Search code examples
apijobspipelinegoogle-cloud-dataflow

What is the correct way to get the result of Pipeline?


My code for handling my pipeline result looks like this (some snipped for brevity's sake):

PipelineResult result = pipeline.run();
switch (result.getState()) {
      case DONE: {
        handleDone();
        break;
      }
      case FAILED: {
        handleFailed();
        break;
      }
      case CANCELLED: {
        handleCancelled();
        break;   
      }
      case UNKNOWN:
      case RUNNING:
      case STOPPED: {
        handleUnknownRunningStopped();
        break;      
      }
      default: {
        assert false;
        throw new IllegalStateException();
     }
}

However, I've noticed that instead of returning a value of the enum PipelineResult.State for e.g. FAILED or CANCELLED, an exception is thrown:

  1. For a failed job, a DataflowJobExecutionException is thrown
  2. For a cancelled job, a DataflowJobCancelledException is thrown

What is the correct way (programmatically) to handle the result of a pipeline?


Solution

  • Both DataflowPipelineRunners return the PipelineResult that allows you to query the current status of the pipeline. The DataflowPipelineRunner returns a PipelineResult immediately upon job submission, but the BlockingDataflowPipelineRunner doesn't return it until the job has completed.

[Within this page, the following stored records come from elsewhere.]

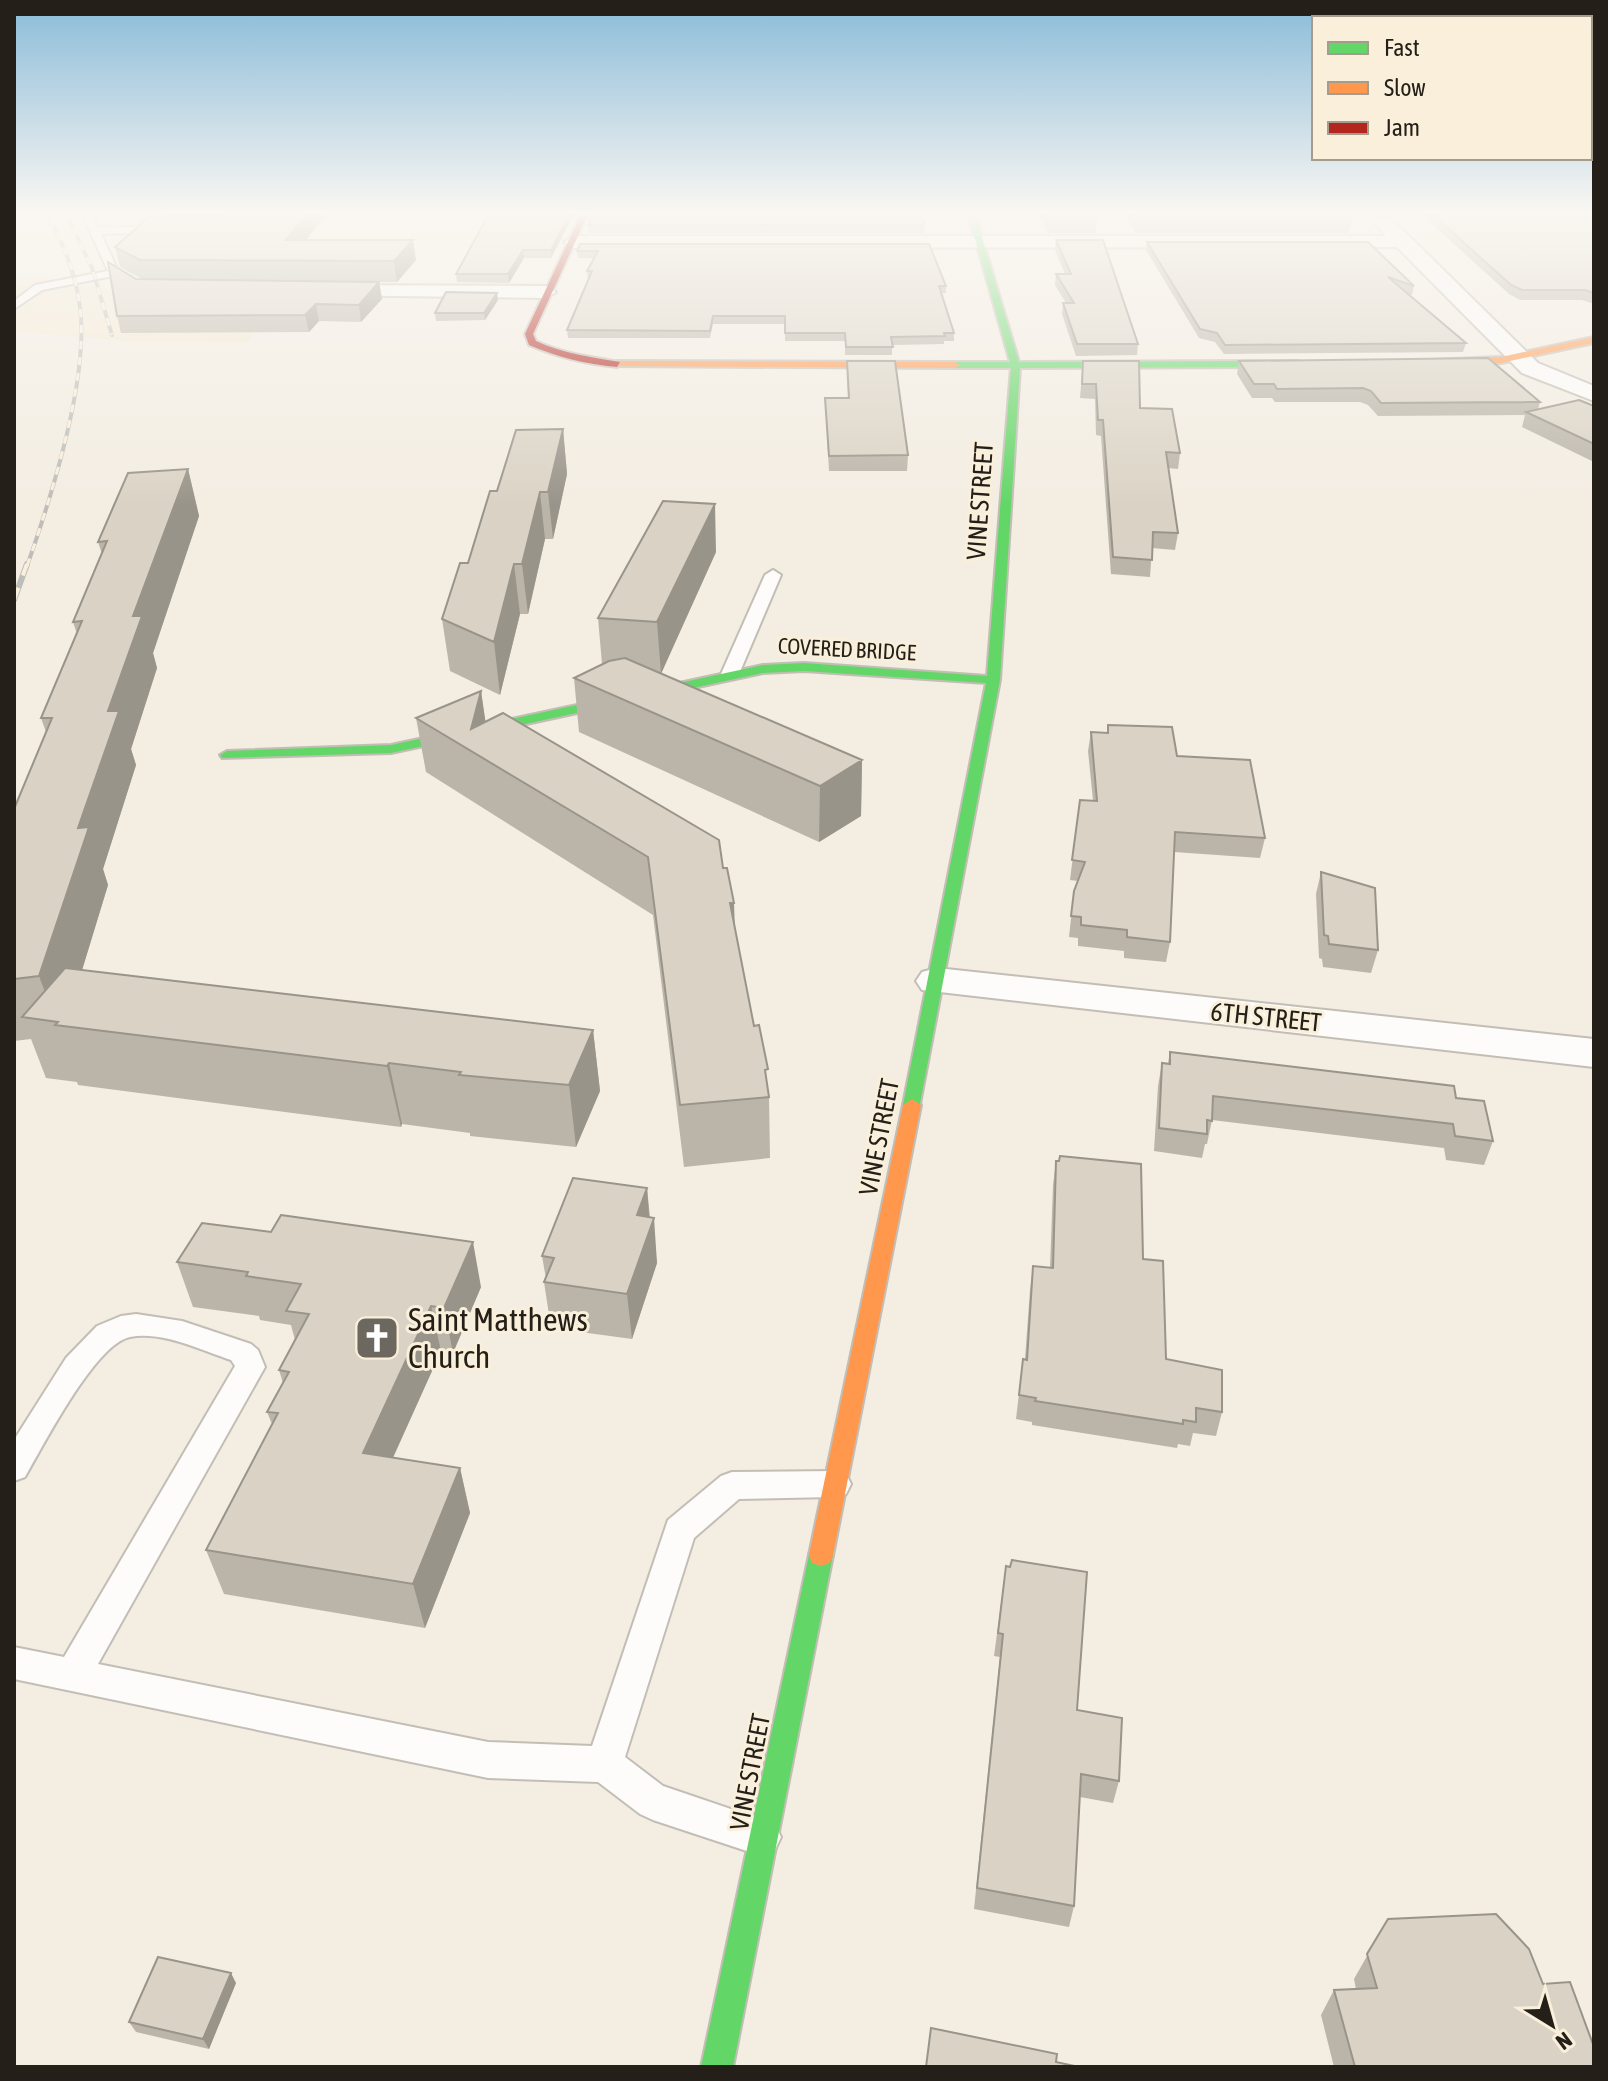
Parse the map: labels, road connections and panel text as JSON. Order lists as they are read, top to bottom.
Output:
{
  "streets": {
    "street": ["VINE STREET", "COVERED BRIDGE", "6TH STREET"]
  },
  "crossings": [
    ["VINE STREET", "COVERED BRIDGE"],
    ["VINE STREET", "6TH STREET"]
  ],
  "places": {
    "church": ["Saint Matthews Church"]
  },
  "legend": ["Fast", "Slow", "Jam"],
  "north": "bottom right"
}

    In addition, the BlockingDataflowPipeline runner throws an exception if the job does not complete successfully -- since you've specified a blocking run(), we assume you want to know if something goes wrong. So if you've hard coded the Blocking Runner, then relying on an exception is an easy way to handle failure.

    Note that the code snippet you wrote uses the more general PipelineResult option, but won't work with the non-blocking runner, since that will return a result while the job is still running.